Chinese Art Heist Shocks Norway | The Secret History of Art |

On Saturday, 5 January, 23 rare Chinese artifacts and artworks were stolen in a daring heist at the Bergens Industrial Arts Museum in Norway.  Once home to one of Europe’s largest collections of Chinese art, the private collection of a Norwegian general who fought with the Chinese Imperial Army, the theft has shocked Norway, and is strangely reminiscent of a pair of heists of Chinese art in Cambridge and Durham, England last year, as well as another theft, of 53 Chinese artifacts, from the same museum two years ago—suggesting that the same criminal group may be involved.  The entire theft took just 90 seconds, and can be viewed here.

The Secret History of Art was interviewed for a Norwegian national newspaper, and the Q&A is reproduced here.
** Since the raids in Bergen are so similar to those in the UK, do you believe that the stolen artifacts are headed to China right now? If so, why?

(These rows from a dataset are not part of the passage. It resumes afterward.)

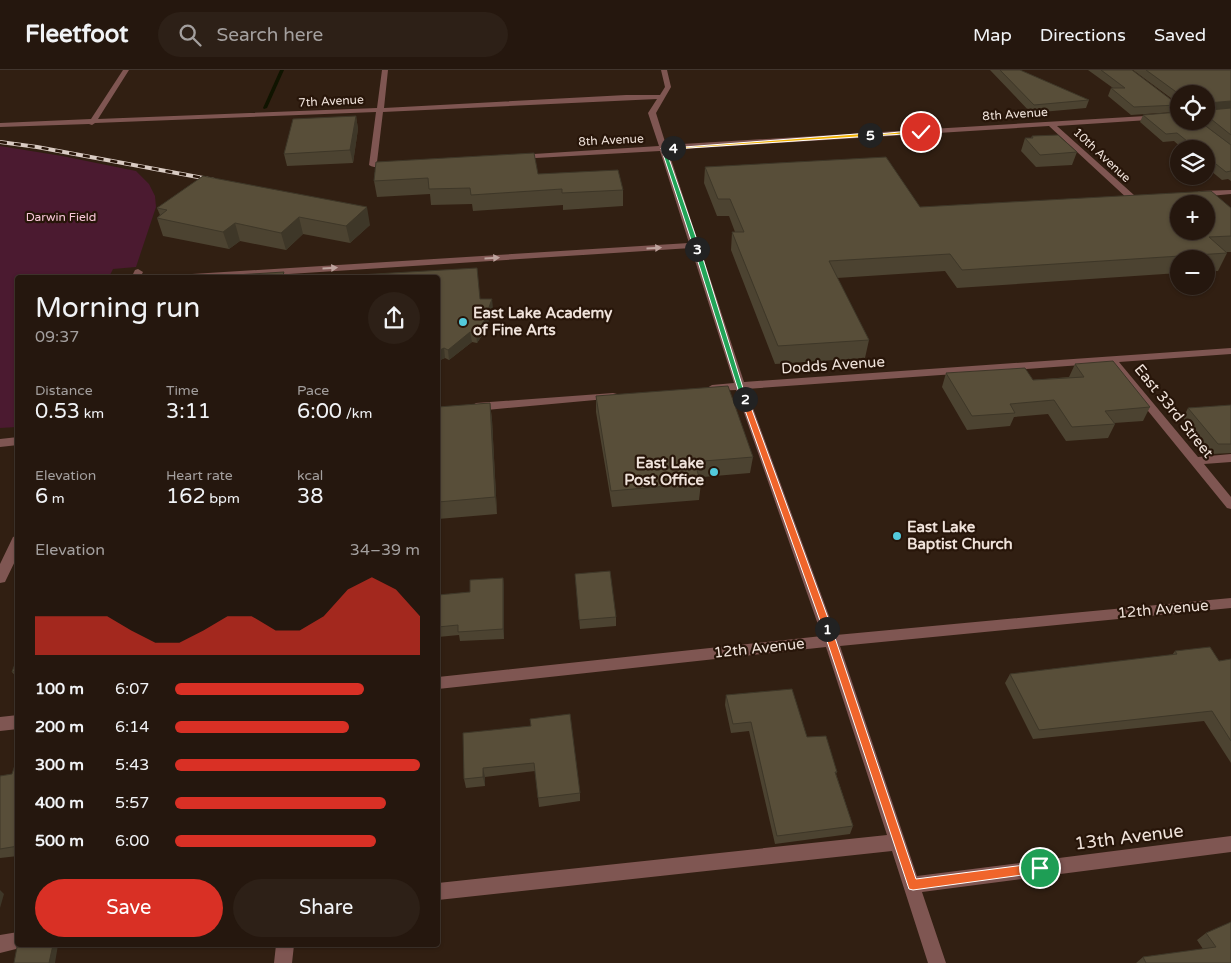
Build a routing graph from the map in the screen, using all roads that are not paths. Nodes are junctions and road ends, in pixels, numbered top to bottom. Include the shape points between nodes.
1 (126, 70) edge
2 (385, 70) edge
3 (664, 70) edge
4 (662, 97) junction
5 (380, 110) junction
6 (1170, 116) edge
7 (92, 123) junction
8 (1050, 123) junction
9 (0, 126) edge
10 (664, 148) junction
11 (508, 157) edge
12 (402, 164) edge
13 (1231, 192) edge
14 (1192, 194) edge
15 (1152, 197) edge
16 (696, 245) junction
17 (223, 275) edge
18 (1231, 351) edge
19 (1112, 360) junction
20 (740, 386) junction
21 (699, 390) edge
22 (621, 396) edge
23 (466, 408) edge
24 (15, 441) edge
25 (0, 442) edge
26 (1231, 458) edge
27 (1195, 460) junction
28 (1231, 505) edge
29 (15, 546) edge
30 (0, 578) edge
31 (1231, 603) edge
32 (831, 641) junction
33 (440, 683) edge
34 (15, 722) edge
35 (0, 724) edge
36 (898, 842) junction
37 (1231, 844) edge
38 (913, 885) junction
39 (440, 892) edge
40 (15, 942) edge
41 (0, 944) edge
42 (285, 947) edge
43 (283, 963) edge
44 (937, 963) edge

1 - 7 street
2 - 5 street
3 - 4 street via 668,87
4 - 5 street, 7th Avenue
4 - 10 street via 652,113
5 - 7 street, 7th Avenue
5 - 12 street via 373,165
6 - 8 street, 8th Avenue
7 - 9 street, 7th Avenue
8 - 10 street, 8th Avenue
8 - 15 street, 10th Avenue via 1132,198
10 - 11 street, 8th Avenue
10 - 16 street
13 - 14 street
17 -> 16 street
16 - 20 street
18 - 19 street, Dodds Avenue
19 - 20 street, Dodds Avenue
19 - 27 street, East 33rd Street
20 - 21 street, Dodds Avenue
20 - 32 street
22 - 23 street
24 - 25 street
26 - 27 street
27 - 28 street, East 33rd Street
29 - 30 street
31 - 32 street, 12th Avenue
32 - 33 street, 12th Avenue
32 - 36 street
34 - 35 street
36 - 38 street
36 - 39 street
37 - 38 street, 13th Avenue
38 - 44 street
40 - 41 street
42 - 43 street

I would guess that the artifacts are en route to China.  There is a specific niche market for Chinese artifacts, unlike other periods and styles, like Impressionist painting or Old Masters, which have broad general appeal.  Western collectors of Chinese art are a small, passionate group, but the greatest value for Chinese art is among the nouveau riche in China.  China is also an unusual case study.  Chinese laws on everything from theft to Intellectual Properties are very different from those in the West, and therefore stolen or forged artworks find a market far more easily there than abroad.  A certain type of Chinese collector would be far less shy about purchasing a knowingly stolen artwork than a Western collector would.  Chinese collectors could purchase stolen Chinese art and still have the pride of display, perhaps with the rationale that, whether or not the object was stolen, it should be in China, and therefore the collector was somehow aiding its liberation.  This rationale does not function among Western collectors, but sometimes can in China.